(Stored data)
+++

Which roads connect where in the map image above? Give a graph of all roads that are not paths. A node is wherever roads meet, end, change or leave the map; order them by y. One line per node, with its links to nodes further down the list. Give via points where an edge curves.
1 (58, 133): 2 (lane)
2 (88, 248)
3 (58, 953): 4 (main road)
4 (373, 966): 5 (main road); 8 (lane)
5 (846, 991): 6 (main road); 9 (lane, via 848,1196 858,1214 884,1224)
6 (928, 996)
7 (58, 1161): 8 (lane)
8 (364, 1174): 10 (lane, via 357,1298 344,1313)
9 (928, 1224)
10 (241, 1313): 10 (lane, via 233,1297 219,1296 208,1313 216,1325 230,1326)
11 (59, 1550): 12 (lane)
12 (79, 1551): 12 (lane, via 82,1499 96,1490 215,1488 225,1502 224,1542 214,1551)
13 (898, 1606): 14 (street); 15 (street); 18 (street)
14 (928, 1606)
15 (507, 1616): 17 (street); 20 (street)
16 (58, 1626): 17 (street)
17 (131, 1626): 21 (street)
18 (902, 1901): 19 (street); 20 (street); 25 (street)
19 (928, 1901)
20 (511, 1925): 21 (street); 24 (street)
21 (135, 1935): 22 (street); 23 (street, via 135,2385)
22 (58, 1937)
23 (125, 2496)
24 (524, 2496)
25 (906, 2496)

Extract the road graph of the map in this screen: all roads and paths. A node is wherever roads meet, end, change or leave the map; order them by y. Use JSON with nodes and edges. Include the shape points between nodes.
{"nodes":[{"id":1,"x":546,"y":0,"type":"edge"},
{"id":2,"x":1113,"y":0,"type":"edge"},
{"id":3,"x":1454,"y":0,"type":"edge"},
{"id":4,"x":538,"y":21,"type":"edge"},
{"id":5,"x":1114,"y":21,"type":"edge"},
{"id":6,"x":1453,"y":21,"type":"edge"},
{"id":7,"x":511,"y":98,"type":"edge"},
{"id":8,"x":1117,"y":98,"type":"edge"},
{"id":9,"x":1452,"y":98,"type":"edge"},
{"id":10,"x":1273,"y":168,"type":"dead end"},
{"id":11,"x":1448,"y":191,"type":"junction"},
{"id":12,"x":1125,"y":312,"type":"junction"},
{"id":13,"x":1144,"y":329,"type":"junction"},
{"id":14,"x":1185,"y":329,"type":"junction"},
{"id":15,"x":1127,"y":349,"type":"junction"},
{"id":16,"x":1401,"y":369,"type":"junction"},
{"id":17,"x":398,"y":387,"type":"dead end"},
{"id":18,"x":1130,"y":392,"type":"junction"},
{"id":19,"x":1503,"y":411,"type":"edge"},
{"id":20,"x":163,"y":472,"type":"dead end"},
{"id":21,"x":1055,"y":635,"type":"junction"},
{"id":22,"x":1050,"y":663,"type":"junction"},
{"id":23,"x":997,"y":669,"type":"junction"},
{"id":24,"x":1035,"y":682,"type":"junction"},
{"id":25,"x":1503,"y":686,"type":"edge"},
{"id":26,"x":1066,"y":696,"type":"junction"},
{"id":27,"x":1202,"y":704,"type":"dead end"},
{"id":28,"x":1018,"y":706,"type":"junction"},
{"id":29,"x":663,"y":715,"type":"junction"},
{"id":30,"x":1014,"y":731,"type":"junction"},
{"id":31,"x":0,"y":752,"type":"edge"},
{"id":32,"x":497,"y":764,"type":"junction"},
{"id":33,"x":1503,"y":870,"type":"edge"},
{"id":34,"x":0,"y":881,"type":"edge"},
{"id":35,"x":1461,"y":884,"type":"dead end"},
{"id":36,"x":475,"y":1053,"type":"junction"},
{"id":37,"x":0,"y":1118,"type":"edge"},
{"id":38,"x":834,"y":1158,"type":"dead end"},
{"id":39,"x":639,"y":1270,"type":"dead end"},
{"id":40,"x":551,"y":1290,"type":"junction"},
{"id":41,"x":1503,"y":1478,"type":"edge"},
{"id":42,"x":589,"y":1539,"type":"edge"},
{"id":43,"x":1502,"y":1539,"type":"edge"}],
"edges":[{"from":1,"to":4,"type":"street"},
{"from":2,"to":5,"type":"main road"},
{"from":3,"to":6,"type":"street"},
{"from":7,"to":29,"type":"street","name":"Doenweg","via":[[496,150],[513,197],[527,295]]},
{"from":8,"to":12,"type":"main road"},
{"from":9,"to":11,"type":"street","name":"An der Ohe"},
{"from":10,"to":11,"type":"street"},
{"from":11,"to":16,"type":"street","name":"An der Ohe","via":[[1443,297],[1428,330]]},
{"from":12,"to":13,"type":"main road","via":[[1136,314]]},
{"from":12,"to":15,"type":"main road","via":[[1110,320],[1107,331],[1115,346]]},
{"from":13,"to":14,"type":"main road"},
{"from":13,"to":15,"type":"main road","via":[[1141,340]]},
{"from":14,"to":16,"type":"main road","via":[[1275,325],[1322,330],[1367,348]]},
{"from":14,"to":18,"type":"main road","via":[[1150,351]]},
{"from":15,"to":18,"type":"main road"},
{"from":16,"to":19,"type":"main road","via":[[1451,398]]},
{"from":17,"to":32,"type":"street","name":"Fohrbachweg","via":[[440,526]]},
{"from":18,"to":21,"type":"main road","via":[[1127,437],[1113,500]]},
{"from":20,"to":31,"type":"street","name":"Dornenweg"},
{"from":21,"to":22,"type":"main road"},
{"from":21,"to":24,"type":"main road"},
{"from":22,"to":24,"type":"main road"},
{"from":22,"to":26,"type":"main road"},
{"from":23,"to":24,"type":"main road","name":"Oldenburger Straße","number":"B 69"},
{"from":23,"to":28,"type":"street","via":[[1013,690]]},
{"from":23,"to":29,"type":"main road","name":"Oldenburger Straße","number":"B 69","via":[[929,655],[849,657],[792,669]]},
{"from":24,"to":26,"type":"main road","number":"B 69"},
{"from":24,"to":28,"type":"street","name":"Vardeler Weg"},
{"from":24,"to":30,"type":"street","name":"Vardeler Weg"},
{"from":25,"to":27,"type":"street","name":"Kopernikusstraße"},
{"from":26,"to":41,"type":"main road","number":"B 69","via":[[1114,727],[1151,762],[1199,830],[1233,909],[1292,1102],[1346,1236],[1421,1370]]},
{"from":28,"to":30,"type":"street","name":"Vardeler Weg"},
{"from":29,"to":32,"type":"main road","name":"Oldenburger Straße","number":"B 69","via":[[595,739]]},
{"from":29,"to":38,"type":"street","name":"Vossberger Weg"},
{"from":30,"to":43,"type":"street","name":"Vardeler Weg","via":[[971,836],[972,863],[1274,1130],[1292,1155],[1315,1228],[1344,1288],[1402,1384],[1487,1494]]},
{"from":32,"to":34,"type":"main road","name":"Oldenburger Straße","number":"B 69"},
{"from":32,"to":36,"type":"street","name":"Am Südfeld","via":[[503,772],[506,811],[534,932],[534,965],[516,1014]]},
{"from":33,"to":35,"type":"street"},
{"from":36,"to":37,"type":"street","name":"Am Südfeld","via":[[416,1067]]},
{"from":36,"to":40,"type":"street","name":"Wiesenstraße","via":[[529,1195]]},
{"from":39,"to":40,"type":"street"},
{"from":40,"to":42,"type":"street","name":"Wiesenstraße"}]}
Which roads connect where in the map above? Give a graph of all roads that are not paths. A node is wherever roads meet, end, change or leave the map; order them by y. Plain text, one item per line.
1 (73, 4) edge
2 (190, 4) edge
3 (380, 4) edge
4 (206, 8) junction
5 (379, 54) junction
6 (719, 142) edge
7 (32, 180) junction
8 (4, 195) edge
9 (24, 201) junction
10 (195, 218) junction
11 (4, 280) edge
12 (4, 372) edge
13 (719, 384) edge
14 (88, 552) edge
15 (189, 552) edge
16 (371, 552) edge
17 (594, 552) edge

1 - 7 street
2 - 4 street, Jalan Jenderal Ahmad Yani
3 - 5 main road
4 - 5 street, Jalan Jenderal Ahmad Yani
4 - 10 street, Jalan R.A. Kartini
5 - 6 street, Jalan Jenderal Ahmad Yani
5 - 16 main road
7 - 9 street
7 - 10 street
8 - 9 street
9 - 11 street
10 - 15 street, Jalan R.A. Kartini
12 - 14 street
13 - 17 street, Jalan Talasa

+++

Your objective
Please repeat the lines above exactly, beginning with the line that contains "Which roads connect where in the map above?" and ending with the final one.

Result for this task
Which roads connect where in the map above? Give a graph of all roads that are not paths. A node is wherever roads meet, end, change or leave the map; order them by y. Plain text, one item per line.
1 (73, 4) edge
2 (190, 4) edge
3 (380, 4) edge
4 (206, 8) junction
5 (379, 54) junction
6 (719, 142) edge
7 (32, 180) junction
8 (4, 195) edge
9 (24, 201) junction
10 (195, 218) junction
11 (4, 280) edge
12 (4, 372) edge
13 (719, 384) edge
14 (88, 552) edge
15 (189, 552) edge
16 (371, 552) edge
17 (594, 552) edge

1 - 7 street
2 - 4 street, Jalan Jenderal Ahmad Yani
3 - 5 main road
4 - 5 street, Jalan Jenderal Ahmad Yani
4 - 10 street, Jalan R.A. Kartini
5 - 6 street, Jalan Jenderal Ahmad Yani
5 - 16 main road
7 - 9 street
7 - 10 street
8 - 9 street
9 - 11 street
10 - 15 street, Jalan R.A. Kartini
12 - 14 street
13 - 17 street, Jalan Talasa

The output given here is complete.